The War On Terrorism Hippies
In 2004, as the President was working hard to scam Americans into reelecting him, the current retroactive justification for the invasion of Iraq was the spreading of democracy in the Middle East. President Bush was cast as a tough, ass-kicking Johnny Appleseed, spreading democracy in the hardest of soils (spoiler alert: he won the election, but this actually was a spectacular failure).
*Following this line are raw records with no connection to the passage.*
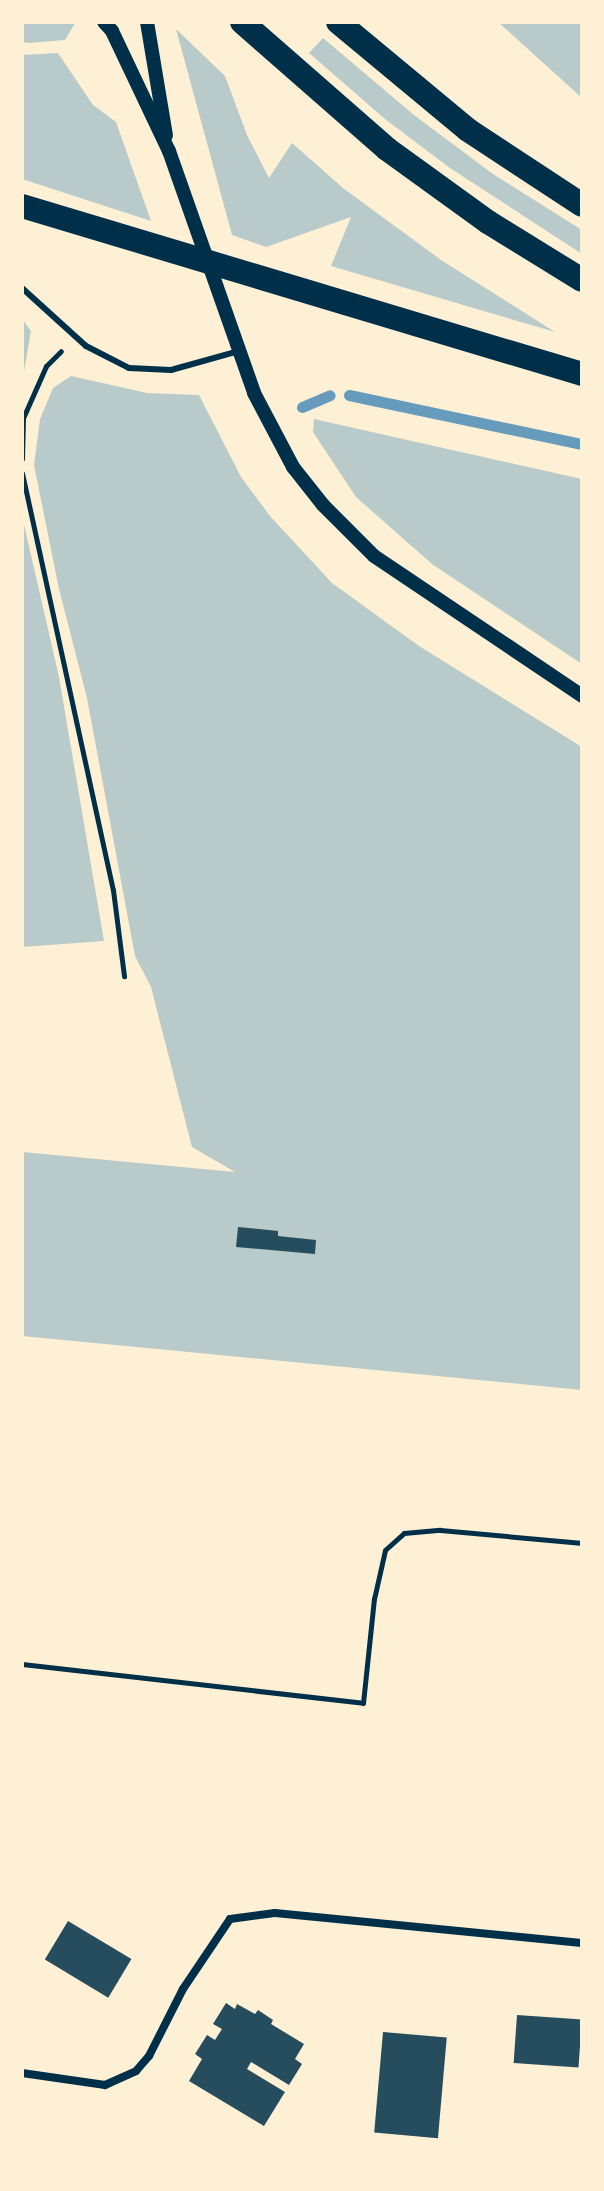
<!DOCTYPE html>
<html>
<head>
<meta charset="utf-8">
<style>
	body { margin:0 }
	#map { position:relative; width:604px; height:2191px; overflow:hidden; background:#fdf0d5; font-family:Karla,sans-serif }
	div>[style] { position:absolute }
	.green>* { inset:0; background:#b9caca }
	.stream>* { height:11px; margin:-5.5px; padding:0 5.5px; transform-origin:5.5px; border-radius:5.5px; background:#669bbc }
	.building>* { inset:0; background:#264d5e; transform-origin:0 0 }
	.path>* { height:5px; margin:-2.5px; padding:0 2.5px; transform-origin:2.5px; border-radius:2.5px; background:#003049 }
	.service>* { height:6px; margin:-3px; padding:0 3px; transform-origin:3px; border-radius:3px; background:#003049 }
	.minor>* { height:8px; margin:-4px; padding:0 4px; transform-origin:4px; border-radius:4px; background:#003049 }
	.tertiary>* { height:14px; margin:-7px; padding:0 7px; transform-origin:7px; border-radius:7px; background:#003049 }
	.motorway>* { height:24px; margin:-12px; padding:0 12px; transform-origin:12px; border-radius:12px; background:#003049 }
	span { translate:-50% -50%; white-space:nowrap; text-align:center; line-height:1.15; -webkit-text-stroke:8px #fdf0d5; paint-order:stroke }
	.frame { position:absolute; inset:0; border:24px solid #fdf0d5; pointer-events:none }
</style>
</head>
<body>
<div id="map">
	<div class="green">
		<i style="clip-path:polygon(22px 22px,74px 22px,75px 23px,65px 40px,29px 43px,22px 42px)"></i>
		<i style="clip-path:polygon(498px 22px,582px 22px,582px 98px)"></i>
		<i style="clip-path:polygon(176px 29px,225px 76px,247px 135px,269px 178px,292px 143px,343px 188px,441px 260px,555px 332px,331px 266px,351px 217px,266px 247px,232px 235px)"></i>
		<i style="clip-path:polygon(323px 38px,414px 115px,493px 174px,582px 230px,582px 254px,450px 168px,385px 119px,309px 53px)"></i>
		<i style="clip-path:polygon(58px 53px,93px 105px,116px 122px,151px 221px,22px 179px,22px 55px)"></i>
		<i style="clip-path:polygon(22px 319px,31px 331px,22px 383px)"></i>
		<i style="clip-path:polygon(71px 376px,147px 393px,199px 395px,241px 477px,270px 516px,332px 583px,419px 646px,582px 747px,582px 1390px,22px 1336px,22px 1152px,235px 1172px,192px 1147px,151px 987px,135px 956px,87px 698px,59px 589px,34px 465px,40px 419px,53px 388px)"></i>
		<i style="clip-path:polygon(314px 419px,582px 479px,582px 664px,432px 564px,356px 497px,313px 432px)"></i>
		<i style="clip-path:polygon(22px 516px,59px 677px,104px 941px,22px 947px)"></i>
	</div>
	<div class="stream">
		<i style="left:349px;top:395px;width:238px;rotate:11.9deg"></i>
		<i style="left:302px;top:407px;width:30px;rotate:-23deg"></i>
	</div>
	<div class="building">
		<i style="clip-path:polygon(238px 1227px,278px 1231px,278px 1236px,316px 1240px,315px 1254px,236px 1247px)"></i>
		<i style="left:68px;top:1921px;width:74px;height:45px;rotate:31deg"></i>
		<i style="clip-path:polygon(226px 2003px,235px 2009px,237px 2004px,255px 2014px,258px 2010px,273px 2020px,271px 2024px,304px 2044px,295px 2059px,302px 2064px,289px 2085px,251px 2062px,247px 2069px,285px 2092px,264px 2126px,189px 2081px,202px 2059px,195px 2054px,207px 2035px,215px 2040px,222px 2029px,213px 2024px)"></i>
		<i style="left:517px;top:2015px;width:65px;height:48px;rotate:4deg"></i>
		<i style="left:383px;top:2032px;width:64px;height:101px;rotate:5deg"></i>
	</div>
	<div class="path">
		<i style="left:22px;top:459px;width:41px;rotate:-88.6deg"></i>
		<i style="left:23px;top:418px;width:57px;rotate:-66.1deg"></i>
		<i style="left:46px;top:366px;width:21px;rotate:-45deg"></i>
		<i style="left:22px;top:473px;width:427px;rotate:77.7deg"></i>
		<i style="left:113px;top:890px;width:87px;rotate:82.7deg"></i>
		<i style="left:22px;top:1664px;width:343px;rotate:6.5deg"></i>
		<i style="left:363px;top:1703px;width:105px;rotate:-84deg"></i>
		<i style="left:374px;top:1599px;width:50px;rotate:-77.3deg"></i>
		<i style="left:385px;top:1550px;width:25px;rotate:-42deg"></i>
		<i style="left:404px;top:1533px;width:36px;rotate:-5deg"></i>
		<i style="left:440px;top:1530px;width:143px;rotate:5.2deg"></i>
	</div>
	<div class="service">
		<i style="left:22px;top:288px;width:86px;rotate:42.2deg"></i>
		<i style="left:86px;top:346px;width:48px;rotate:27.1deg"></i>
		<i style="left:129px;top:368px;width:42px;rotate:2.7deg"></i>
		<i style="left:171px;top:370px;width:71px;rotate:-15.6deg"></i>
	</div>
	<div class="minor">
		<i style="left:22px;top:2073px;width:84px;rotate:8.2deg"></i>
		<i style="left:105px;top:2085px;width:34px;rotate:-24deg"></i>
		<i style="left:136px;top:2071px;width:20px;rotate:-49deg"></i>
		<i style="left:149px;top:2056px;width:75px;rotate:-63.1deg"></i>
		<i style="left:183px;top:1989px;width:84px;rotate:-56.1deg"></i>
		<i style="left:230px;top:1919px;width:45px;rotate:-7.6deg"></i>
		<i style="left:275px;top:1913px;width:308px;rotate:5.6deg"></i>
	</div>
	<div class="tertiary">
		<i style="left:104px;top:22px;width:12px;rotate:48deg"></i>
		<i style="left:112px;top:31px;width:133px;rotate:64.6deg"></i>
		<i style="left:169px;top:151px;width:256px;rotate:70.6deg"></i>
		<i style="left:254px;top:393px;width:84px;rotate:62.2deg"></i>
		<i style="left:293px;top:467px;width:48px;rotate:51.7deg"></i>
		<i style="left:323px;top:505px;width:72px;rotate:45deg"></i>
		<i style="left:374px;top:556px;width:251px;rotate:33.9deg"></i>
		<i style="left:147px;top:22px;width:115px;rotate:80.5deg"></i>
	</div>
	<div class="motorway">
		<i style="left:242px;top:22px;width:193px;rotate:41.2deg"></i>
		<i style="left:387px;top:149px;width:125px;rotate:35.9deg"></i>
		<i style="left:488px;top:222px;width:110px;rotate:31.7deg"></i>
		<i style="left:338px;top:22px;width:169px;rotate:39.7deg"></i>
		<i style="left:468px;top:130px;width:136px;rotate:33.3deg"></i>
		<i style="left:22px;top:206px;width:585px;rotate:16.7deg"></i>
	</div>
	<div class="frame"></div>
</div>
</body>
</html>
And as this campaign was set to crescendo in late August in NYC for their
For at least a year before the 2004 Republican National Convention, teams of undercover New York City police officers traveled to cities across the country, Canada and Europe to conduct covert observations of people who planned to protest at the convention, according to police records and interviews.
From Albuquerque to Montreal, San Francisco to Miami, undercover New York police officers attended meetings of political groups, posing as sympathizers or fellow activists, the records show.
They made friends, shared meals, swapped e-mail messages and then filed daily reports with the department’s Intelligence Division. Other investigators mined Internet sites and chat rooms.
From these operations, run by the department’s “R.N.C. Intelligence Squad,” the police identified a handful of groups and individuals who expressed interest in creating havoc during the convention, as well as some who used Web sites to urge or predict violence.
But potential troublemakers were hardly the only ones to end up in the files. In hundreds of reports stamped “N.Y.P.D. Secret,” the Intelligence Division chronicled the views and plans of people who had no apparent intention of breaking the law, the records show.
These included members of street theater companies, church groups and antiwar organizations, as well as environmentalists and people opposed to the death penalty, globalization and other government policies. Three New York City elected officials were cited in the reports....
More alarming details at the link above.
(via Atrios, who said 'Forget civil liberties issues, this is such an absurd waste of resources.')
While the depth of the spying engaged here is disturbing (for both reasons Atrios notes), the general concept is nothing new. In 2005, NBC News revealed that the Pentagon was monitoring and keeping a database on peaceful anti-war groups. And, in early 2006, as the White House insisted its just-revealed warrantless wiretapping program was a limited counter-terrorism program, revelations debunked that, noting that the NSA was sending the FBI a "steady stream of telephone numbers, e-mail addresses and names" which "led to dead ends or innocent Americans". Etc.
No one will be held accountable for this, of course. But just more proof that, for the government, hippies are just as frightening as Osama. It's a real serious war they're fighting.